— What the exercise asks —
Within the material that follows, how many lines include the string "dead"? Answer with the number and nothing more.

Records START

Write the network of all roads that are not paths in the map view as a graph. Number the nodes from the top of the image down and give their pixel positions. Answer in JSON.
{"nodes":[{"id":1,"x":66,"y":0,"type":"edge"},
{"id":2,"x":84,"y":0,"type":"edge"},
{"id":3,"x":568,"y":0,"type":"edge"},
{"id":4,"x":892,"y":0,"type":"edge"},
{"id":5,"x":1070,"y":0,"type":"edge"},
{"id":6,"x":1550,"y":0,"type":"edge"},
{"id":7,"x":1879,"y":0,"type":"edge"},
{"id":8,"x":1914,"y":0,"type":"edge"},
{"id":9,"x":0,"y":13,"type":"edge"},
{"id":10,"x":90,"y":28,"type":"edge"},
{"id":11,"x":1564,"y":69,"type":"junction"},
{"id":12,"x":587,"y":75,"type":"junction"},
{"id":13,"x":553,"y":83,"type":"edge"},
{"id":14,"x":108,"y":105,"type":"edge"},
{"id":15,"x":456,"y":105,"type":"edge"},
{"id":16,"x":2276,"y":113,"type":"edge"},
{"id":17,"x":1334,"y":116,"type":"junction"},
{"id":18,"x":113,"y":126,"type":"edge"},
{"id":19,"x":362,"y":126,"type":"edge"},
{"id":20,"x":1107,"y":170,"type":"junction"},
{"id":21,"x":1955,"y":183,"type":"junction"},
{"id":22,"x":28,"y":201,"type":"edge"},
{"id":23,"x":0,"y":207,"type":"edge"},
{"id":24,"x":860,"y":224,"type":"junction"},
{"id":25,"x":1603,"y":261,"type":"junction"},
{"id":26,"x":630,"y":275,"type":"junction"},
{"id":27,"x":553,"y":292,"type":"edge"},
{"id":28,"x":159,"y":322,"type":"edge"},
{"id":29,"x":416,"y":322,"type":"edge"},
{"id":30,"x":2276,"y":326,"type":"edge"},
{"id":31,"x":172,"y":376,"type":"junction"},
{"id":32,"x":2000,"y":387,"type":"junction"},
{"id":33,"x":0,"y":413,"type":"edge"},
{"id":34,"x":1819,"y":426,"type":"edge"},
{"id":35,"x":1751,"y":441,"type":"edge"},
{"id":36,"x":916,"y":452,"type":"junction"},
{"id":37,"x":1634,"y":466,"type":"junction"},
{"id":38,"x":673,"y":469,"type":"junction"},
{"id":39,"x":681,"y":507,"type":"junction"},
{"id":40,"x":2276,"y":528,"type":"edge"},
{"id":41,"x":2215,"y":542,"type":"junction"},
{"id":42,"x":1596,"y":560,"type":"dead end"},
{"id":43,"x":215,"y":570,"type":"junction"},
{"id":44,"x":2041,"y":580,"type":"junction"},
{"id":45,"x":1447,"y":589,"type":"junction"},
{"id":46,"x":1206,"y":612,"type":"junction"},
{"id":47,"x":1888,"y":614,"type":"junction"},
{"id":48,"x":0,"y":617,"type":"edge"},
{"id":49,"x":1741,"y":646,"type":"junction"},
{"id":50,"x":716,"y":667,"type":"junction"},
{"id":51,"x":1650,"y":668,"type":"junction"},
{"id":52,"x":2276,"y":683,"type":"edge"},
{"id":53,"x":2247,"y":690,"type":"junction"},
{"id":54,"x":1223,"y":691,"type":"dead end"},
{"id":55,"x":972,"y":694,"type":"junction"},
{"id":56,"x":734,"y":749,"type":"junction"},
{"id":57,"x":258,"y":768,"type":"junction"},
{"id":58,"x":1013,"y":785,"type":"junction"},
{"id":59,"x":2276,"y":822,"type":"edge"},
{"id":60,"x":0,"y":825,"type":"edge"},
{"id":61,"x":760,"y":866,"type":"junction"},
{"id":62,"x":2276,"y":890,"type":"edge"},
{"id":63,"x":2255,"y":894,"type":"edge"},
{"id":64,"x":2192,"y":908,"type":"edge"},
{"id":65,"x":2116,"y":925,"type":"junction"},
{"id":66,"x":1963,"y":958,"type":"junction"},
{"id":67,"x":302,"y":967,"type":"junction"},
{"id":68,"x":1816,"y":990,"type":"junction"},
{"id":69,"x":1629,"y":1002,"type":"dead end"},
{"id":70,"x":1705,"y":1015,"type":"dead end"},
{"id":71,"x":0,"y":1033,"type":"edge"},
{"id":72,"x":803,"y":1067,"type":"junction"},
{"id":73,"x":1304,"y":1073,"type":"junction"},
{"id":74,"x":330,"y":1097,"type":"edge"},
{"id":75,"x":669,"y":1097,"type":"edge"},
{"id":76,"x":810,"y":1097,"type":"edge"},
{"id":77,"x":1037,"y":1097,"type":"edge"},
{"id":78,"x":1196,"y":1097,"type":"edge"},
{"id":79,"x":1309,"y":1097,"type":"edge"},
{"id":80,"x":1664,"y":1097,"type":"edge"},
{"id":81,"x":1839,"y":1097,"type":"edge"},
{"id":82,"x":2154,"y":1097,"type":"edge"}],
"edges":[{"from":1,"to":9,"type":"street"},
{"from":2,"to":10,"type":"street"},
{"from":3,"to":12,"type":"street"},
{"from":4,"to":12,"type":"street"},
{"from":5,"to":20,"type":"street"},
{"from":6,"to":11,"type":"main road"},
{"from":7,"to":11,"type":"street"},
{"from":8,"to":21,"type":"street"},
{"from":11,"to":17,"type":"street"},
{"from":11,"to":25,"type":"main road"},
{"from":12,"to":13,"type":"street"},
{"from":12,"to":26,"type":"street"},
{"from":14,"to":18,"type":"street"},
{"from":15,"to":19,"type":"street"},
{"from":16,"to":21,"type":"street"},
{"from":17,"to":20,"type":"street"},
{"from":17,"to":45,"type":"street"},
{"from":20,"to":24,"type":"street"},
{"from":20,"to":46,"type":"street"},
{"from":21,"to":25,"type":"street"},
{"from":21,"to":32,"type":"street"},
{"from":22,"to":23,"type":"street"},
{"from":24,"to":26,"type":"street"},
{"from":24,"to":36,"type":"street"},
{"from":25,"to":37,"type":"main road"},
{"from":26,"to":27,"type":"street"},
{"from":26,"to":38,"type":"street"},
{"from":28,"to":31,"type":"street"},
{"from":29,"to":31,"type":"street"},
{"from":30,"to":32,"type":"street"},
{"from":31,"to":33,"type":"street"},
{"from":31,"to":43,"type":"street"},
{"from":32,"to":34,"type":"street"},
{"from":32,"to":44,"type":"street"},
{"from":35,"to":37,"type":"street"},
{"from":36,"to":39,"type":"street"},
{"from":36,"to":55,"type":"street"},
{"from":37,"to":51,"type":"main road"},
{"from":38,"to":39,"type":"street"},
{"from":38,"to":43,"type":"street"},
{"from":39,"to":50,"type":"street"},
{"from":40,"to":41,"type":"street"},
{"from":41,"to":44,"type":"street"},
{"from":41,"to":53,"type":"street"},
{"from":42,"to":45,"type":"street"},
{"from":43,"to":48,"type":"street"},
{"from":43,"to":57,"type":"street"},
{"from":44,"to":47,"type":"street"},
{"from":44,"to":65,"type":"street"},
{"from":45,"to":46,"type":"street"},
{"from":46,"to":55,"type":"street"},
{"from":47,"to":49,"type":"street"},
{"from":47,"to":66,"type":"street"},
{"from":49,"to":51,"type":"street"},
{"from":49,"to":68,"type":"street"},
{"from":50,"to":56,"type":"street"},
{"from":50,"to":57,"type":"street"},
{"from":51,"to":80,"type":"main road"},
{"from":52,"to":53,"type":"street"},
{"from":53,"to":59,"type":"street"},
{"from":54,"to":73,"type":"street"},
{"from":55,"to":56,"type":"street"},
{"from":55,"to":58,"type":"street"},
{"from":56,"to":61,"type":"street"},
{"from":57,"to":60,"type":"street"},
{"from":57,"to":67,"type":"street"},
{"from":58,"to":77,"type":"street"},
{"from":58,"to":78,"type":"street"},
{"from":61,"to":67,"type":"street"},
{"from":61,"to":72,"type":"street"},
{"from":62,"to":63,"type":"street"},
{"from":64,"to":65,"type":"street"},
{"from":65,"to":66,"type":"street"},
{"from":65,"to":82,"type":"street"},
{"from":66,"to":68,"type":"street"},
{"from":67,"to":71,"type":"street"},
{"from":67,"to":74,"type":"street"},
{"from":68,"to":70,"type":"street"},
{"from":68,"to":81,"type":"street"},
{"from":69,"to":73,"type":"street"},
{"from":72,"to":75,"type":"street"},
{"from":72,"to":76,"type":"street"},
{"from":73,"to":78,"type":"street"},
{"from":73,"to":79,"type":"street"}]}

Records END

— Solution to the problem —
4